I just recentley aquired a Paint Horse Mare, named Allie. And as many of you who saw any of my other posts know that her show name is ICASPLASHOFIMPRESSIVE/ But since I am new to the horse ownership and Paint Horse world, I was wondering if any of you know the standards for showmanship of a Paint Horse. Here's a few questions I would really appreciate if you answered them ! (some of them are related to showmanship some are not)

1) how is a paint horse to set up? (like square or what?)
2) How long should their bridle path be?
3) How long should their mane be?
4) How long should their tail be?
5) Should you compete in showmanship and halter English or Western tack style?

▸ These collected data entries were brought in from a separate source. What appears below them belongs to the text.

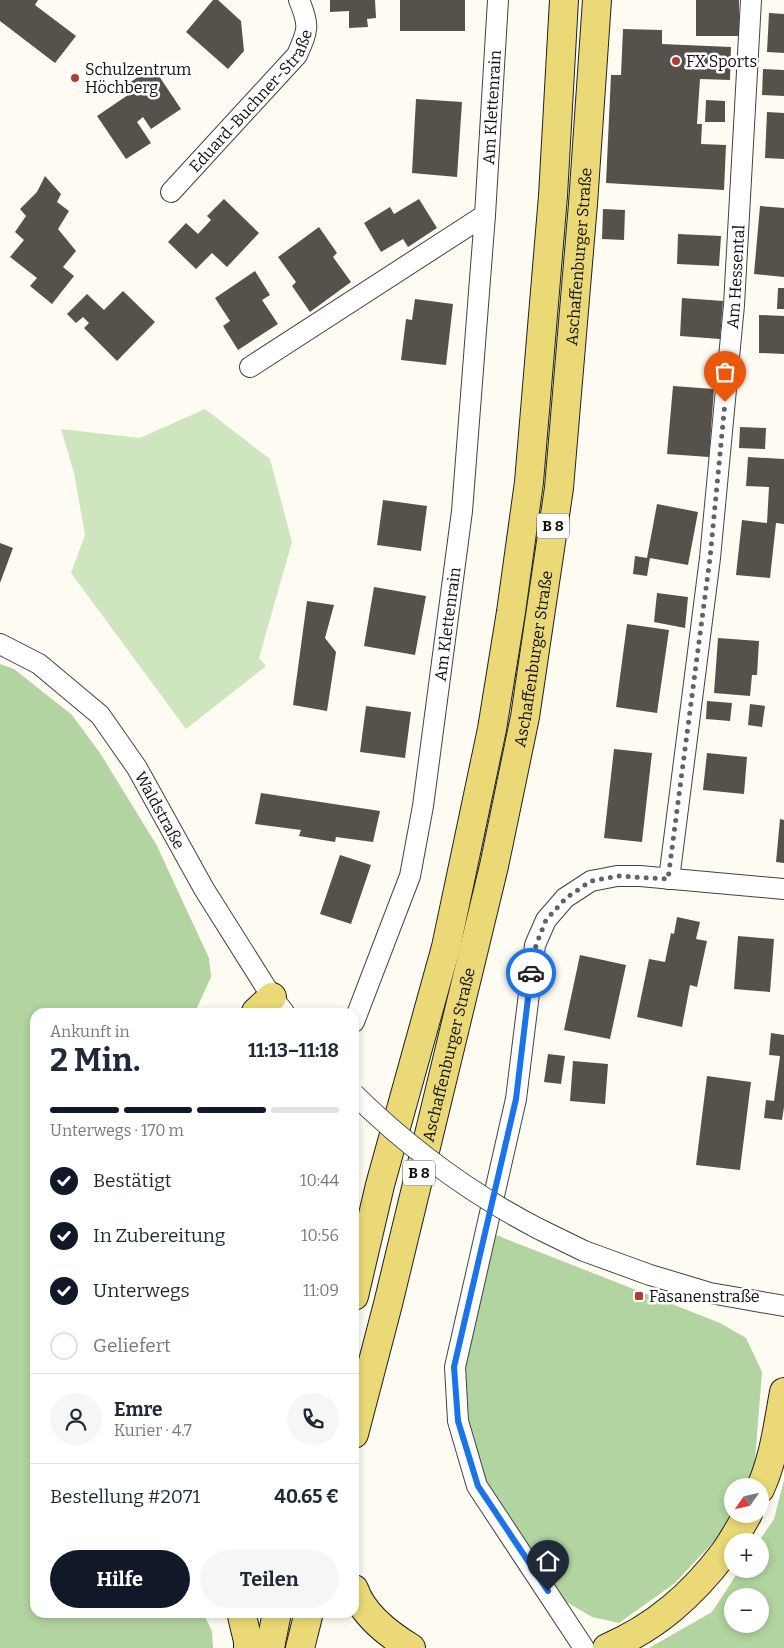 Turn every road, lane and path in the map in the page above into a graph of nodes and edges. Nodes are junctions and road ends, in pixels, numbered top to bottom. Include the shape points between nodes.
1 (299, 0) edge
2 (498, 0) edge
3 (564, 0) edge
4 (597, 0) edge
5 (751, 0) edge
6 (171, 192) dead end
7 (485, 215) junction
8 (250, 367) dead end
9 (0, 644) edge
10 (668, 879) junction
11 (784, 889) edge
12 (271, 1007) edge
13 (359, 1009) edge
14 (359, 1098) edge
15 (359, 1275) edge
16 (784, 1306) edge
17 (784, 1392) edge
18 (359, 1415) edge
19 (765, 1478) edge
20 (743, 1523) edge
21 (359, 1600) edge
22 (243, 1618) edge
23 (276, 1618) edge
24 (308, 1618) edge
25 (248, 1648) edge
26 (270, 1648) edge
27 (300, 1648) edge
28 (411, 1648) edge
29 (584, 1648) edge
30 (607, 1648) edge

1 - 6 street, Eduard-Buchner-Straße via 306,17 306,33 297,55
2 - 7 street, Am Klettenrain
3 - 15 main road, Aschaffenburger Straße / B 8 via 553,196 529,482 512,612 492,729 446,947 380,1185
4 - 18 main road, Aschaffenburger Straße / B 8 via 558,488 525,717 494,866
5 - 10 street, Am Hessental via 733,314 710,558
7 - 8 street
7 - 13 street, Am Klettenrain via 462,511 423,806 410,876
9 - 12 street, Waldstraße via 39,664 100,716 137,768
10 - 11 street
10 - 29 street via 618,876 591,881 566,898 546,920 536,945 516,1099 454,1367 458,1421 478,1486
14 - 16 street, bridge via 446,1172 504,1211 584,1251 710,1292
17 - 19 main road
20 - 30 main road via 725,1552 690,1593 668,1613 628,1639
21 - 28 main road via 373,1619
22 - 25 main road
23 - 26 main road
24 - 27 main road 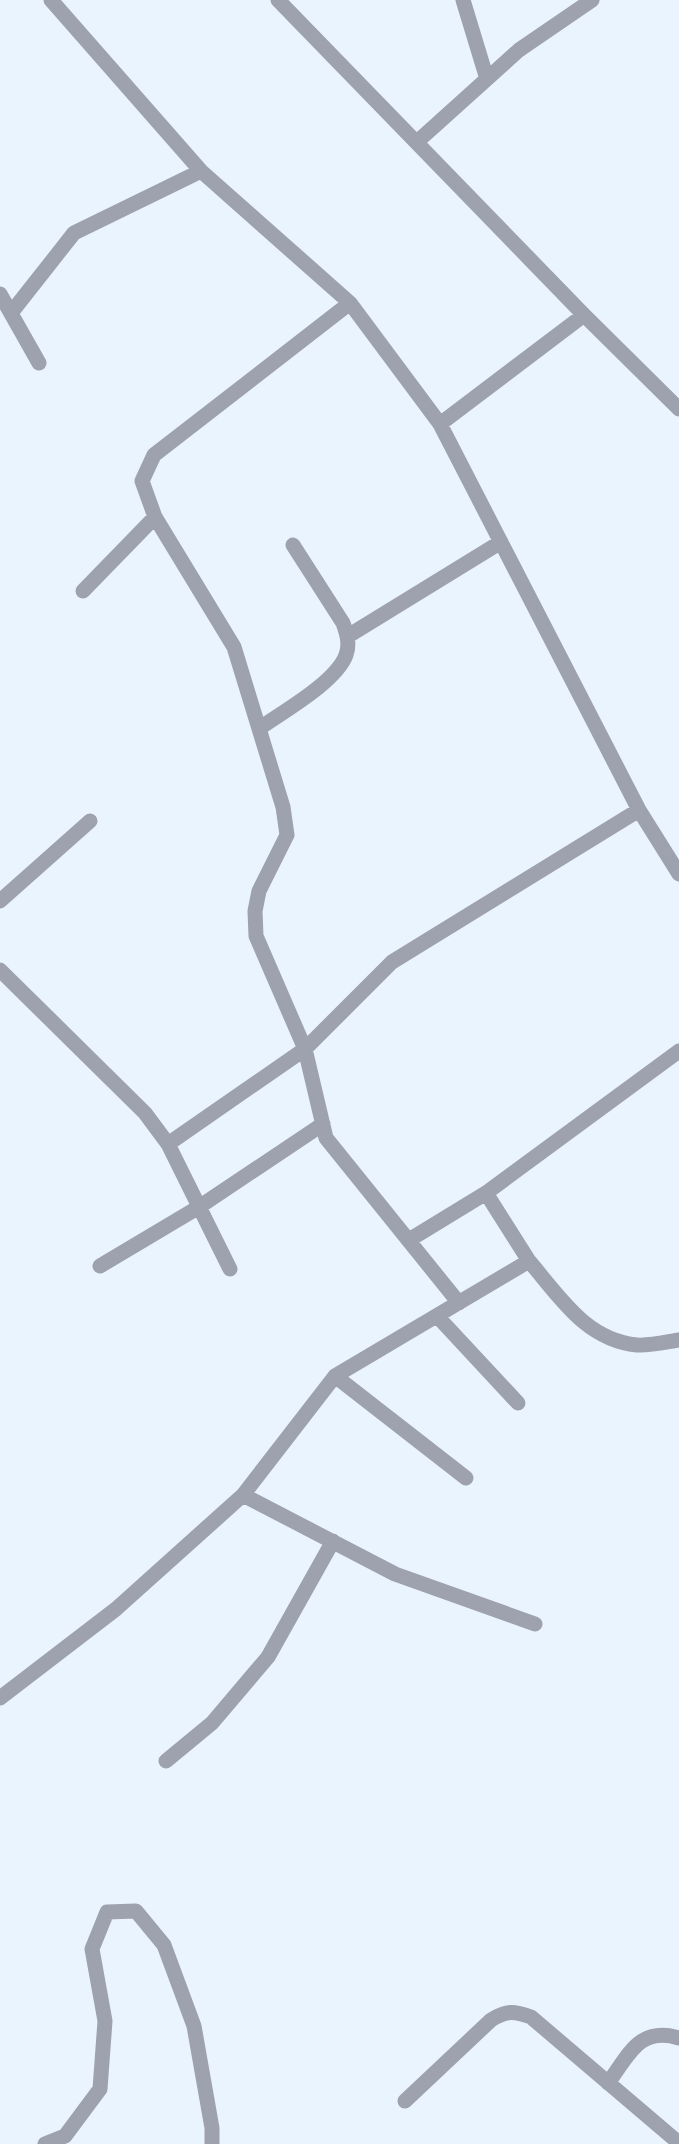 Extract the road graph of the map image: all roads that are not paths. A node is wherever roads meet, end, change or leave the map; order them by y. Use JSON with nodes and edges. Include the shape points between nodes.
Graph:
{"nodes":[{"id":1,"x":51,"y":0,"type":"edge"},
{"id":2,"x":278,"y":0,"type":"edge"},
{"id":3,"x":464,"y":0,"type":"edge"},
{"id":4,"x":592,"y":0,"type":"edge"},
{"id":5,"x":487,"y":79,"type":"junction"},
{"id":6,"x":418,"y":141,"type":"junction"},
{"id":7,"x":201,"y":171,"type":"junction"},
{"id":8,"x":0,"y":294,"type":"edge"},
{"id":9,"x":350,"y":303,"type":"junction"},
{"id":10,"x":10,"y":313,"type":"junction"},
{"id":11,"x":584,"y":315,"type":"junction"},
{"id":12,"x":39,"y":363,"type":"dead end"},
{"id":13,"x":679,"y":409,"type":"edge"},
{"id":14,"x":440,"y":424,"type":"junction"},
{"id":15,"x":154,"y":517,"type":"junction"},
{"id":16,"x":501,"y":542,"type":"junction"},
{"id":17,"x":293,"y":545,"type":"dead end"},
{"id":18,"x":82,"y":591,"type":"dead end"},
{"id":19,"x":348,"y":636,"type":"junction"},
{"id":20,"x":260,"y":728,"type":"junction"},
{"id":21,"x":639,"y":810,"type":"junction"},
{"id":22,"x":90,"y":820,"type":"dead end"},
{"id":23,"x":679,"y":874,"type":"edge"},
{"id":24,"x":0,"y":901,"type":"edge"},
{"id":25,"x":0,"y":970,"type":"edge"},
{"id":26,"x":305,"y":1050,"type":"junction"},
{"id":27,"x":679,"y":1051,"type":"edge"},
{"id":28,"x":323,"y":1124,"type":"junction"},
{"id":29,"x":168,"y":1144,"type":"junction"},
{"id":30,"x":486,"y":1193,"type":"junction"},
{"id":31,"x":200,"y":1207,"type":"junction"},
{"id":32,"x":409,"y":1240,"type":"junction"},
{"id":33,"x":529,"y":1262,"type":"junction"},
{"id":34,"x":100,"y":1266,"type":"dead end"},
{"id":35,"x":230,"y":1269,"type":"dead end"},
{"id":36,"x":459,"y":1303,"type":"junction"},
{"id":37,"x":437,"y":1316,"type":"junction"},
{"id":38,"x":679,"y":1340,"type":"edge"},
{"id":39,"x":335,"y":1376,"type":"junction"},
{"id":40,"x":518,"y":1403,"type":"dead end"},
{"id":41,"x":466,"y":1478,"type":"dead end"},
{"id":42,"x":243,"y":1495,"type":"junction"},
{"id":43,"x":333,"y":1541,"type":"junction"},
{"id":44,"x":535,"y":1624,"type":"dead end"},
{"id":45,"x":0,"y":1698,"type":"edge"},
{"id":46,"x":166,"y":1761,"type":"dead end"},
{"id":47,"x":679,"y":2038,"type":"edge"},
{"id":48,"x":608,"y":2083,"type":"junction"},
{"id":49,"x":405,"y":2101,"type":"dead end"},
{"id":50,"x":679,"y":2143,"type":"edge"},
{"id":51,"x":45,"y":2144,"type":"edge"},
{"id":52,"x":212,"y":2144,"type":"edge"}],
"edges":[{"from":1,"to":7,"type":"street"},
{"from":2,"to":6,"type":"street"},
{"from":3,"to":5,"type":"street"},
{"from":4,"to":5,"type":"street","via":[[519,50]]},
{"from":5,"to":6,"type":"street"},
{"from":6,"to":11,"type":"street"},
{"from":7,"to":9,"type":"street"},
{"from":7,"to":10,"type":"street","via":[[74,233]]},
{"from":8,"to":10,"type":"street"},
{"from":9,"to":14,"type":"street"},
{"from":9,"to":15,"type":"street","via":[[154,455],[142,481]]},
{"from":10,"to":12,"type":"street"},
{"from":11,"to":13,"type":"street"},
{"from":11,"to":14,"type":"street"},
{"from":14,"to":16,"type":"street"},
{"from":15,"to":18,"type":"street"},
{"from":15,"to":20,"type":"street","via":[[234,647]]},
{"from":16,"to":19,"type":"street"},
{"from":16,"to":21,"type":"street"},
{"from":17,"to":19,"type":"street"},
{"from":19,"to":20,"type":"street","via":[[346,655],[333,674]]},
{"from":20,"to":26,"type":"street","via":[[287,835],[259,891],[256,936]]},
{"from":21,"to":23,"type":"street"},
{"from":21,"to":26,"type":"street","via":[[392,962]]},
{"from":22,"to":24,"type":"street"},
{"from":25,"to":29,"type":"street","via":[[145,1113]]},
{"from":26,"to":28,"type":"street"},
{"from":26,"to":29,"type":"street"},
{"from":27,"to":30,"type":"street"},
{"from":28,"to":31,"type":"street"},
{"from":28,"to":32,"type":"street","via":[[326,1138]]},
{"from":29,"to":31,"type":"street"},
{"from":30,"to":32,"type":"street"},
{"from":30,"to":33,"type":"street"},
{"from":31,"to":34,"type":"street"},
{"from":31,"to":35,"type":"street"},
{"from":32,"to":36,"type":"street"},
{"from":33,"to":36,"type":"street"},
{"from":33,"to":38,"type":"street","via":[[583,1324],[608,1339],[639,1345]]},
{"from":36,"to":37,"type":"street"},
{"from":37,"to":39,"type":"street"},
{"from":37,"to":40,"type":"street"},
{"from":39,"to":41,"type":"street"},
{"from":39,"to":42,"type":"street"},
{"from":42,"to":43,"type":"street"},
{"from":42,"to":45,"type":"street","via":[[116,1609]]},
{"from":43,"to":44,"type":"street","via":[[395,1574]]},
{"from":43,"to":46,"type":"street","via":[[268,1657],[212,1723]]},
{"from":47,"to":48,"type":"street","via":[[650,2035],[638,2042]]},
{"from":48,"to":49,"type":"street","via":[[531,2017],[507,2011],[491,2020]]},
{"from":48,"to":50,"type":"street"},
{"from":51,"to":52,"type":"street","via":[[66,2136],[100,2089],[105,2021],[92,1949],[107,1912],[136,1911],[164,1945],[194,2026]]}]}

Anyother suggestions and tips would be very greatly appreciated !!!


----------



## GotaDunQH (Feb 13, 2011)

HorseCourage said:


> I just recentley aquired a Paint Horse Mare, named Allie. And as many of you who saw any of my other posts know that her show name is ICASPLASHOFIMPRESSIVE/ But since I am new to the horse ownership and Paint Horse world, I was wondering if any of you know the standards for showmanship of a Paint Horse. Here's a few questions I would really appreciate if you answered them ! (some of them are related to showmanship some are not)
> 
> 1) how is a paint horse to set up? (like square or what?)
> 2) How long should their bridle path be?
> ...


#1. Always set up square
#2. The length of an ear
#3. No longer than 4" and banded
#4. No rule on this...but a long tail is always nice
#5. Western tack unless you are showing at a local show and they have an English Showmanship class.


----------



## HorseCourage (Feb 28, 2012)

thank you ! and so with her mane does it have to be braided ? like is that a rule ? Or can it be long ? She has a longish mane that I love and would hate to cut. But I will if I have to. Like in western pleasure can she go with just mane down, and english have her mane in a running braid?


----------



## Roperchick (Feb 1, 2010)

HorseCourage said:


> thank you ! and so with her mane does it have to be braided ? like is that a rule ? Or can it be long ? She has a longish mane that I love and would hate to cut. But I will if I have to. Like in western pleasure can she go with just mane down, and english have her mane in a running braid?


 
it can technically be long but ime judges frown on it. I was raised up always cutting it short and banding it. the only horses that ever got away with a long mane in my classes were strictly reiners


----------



## HorseCourage (Feb 28, 2012)

hmmm well right now I am doing a lot of local shows. Nothing really big. Just the local youth fair, and local one-two day shows that are less than a half hour away


----------



## MelissaAnn (Aug 26, 2011)

Keeping with tradition shows respect for the judge. A short and banded mane shows off a muscular neck. Use western tack. And good luck!


----------



## HorseCourage (Feb 28, 2012)

I still ahte to cut her mane :/


----------



## GotaDunQH (Feb 13, 2011)

HorseCourage said:


> I still ahte to cut her mane :/


There's nothing wrong with a short mane...it really shows off a great neck and makes a shorter neck look longer. I'm not a fan of long manes because it's actually harder to keep them looking nice. Nothing worse than a long flimsy mane.....


----------



## spurstop (Mar 22, 2012)

If you do anything non-traditional, like a long mane, then you are your horse need to be absolutely exceptional.


----------



## GotaDunQH (Feb 13, 2011)

^ agree. A long mane shows movement and lots of it. I don't mind a long NICE mane on a reiner because it "adds" to the spins and slides. But I've found that most people are hung up on keeping their horse's mane long....the horse doesn't have a nice mane to begin with, and even longer looks terrible. There is something to be said about a short even mane....it shows attention to detail, it shows attention to a great neck (as I mentioned earlier), and shows you mean business.


----------



## paintedpastures (Jun 21, 2011)

spurstop said:


> If you do anything non-traditional, like a long mane, then you are your horse need to be absolutely exceptional.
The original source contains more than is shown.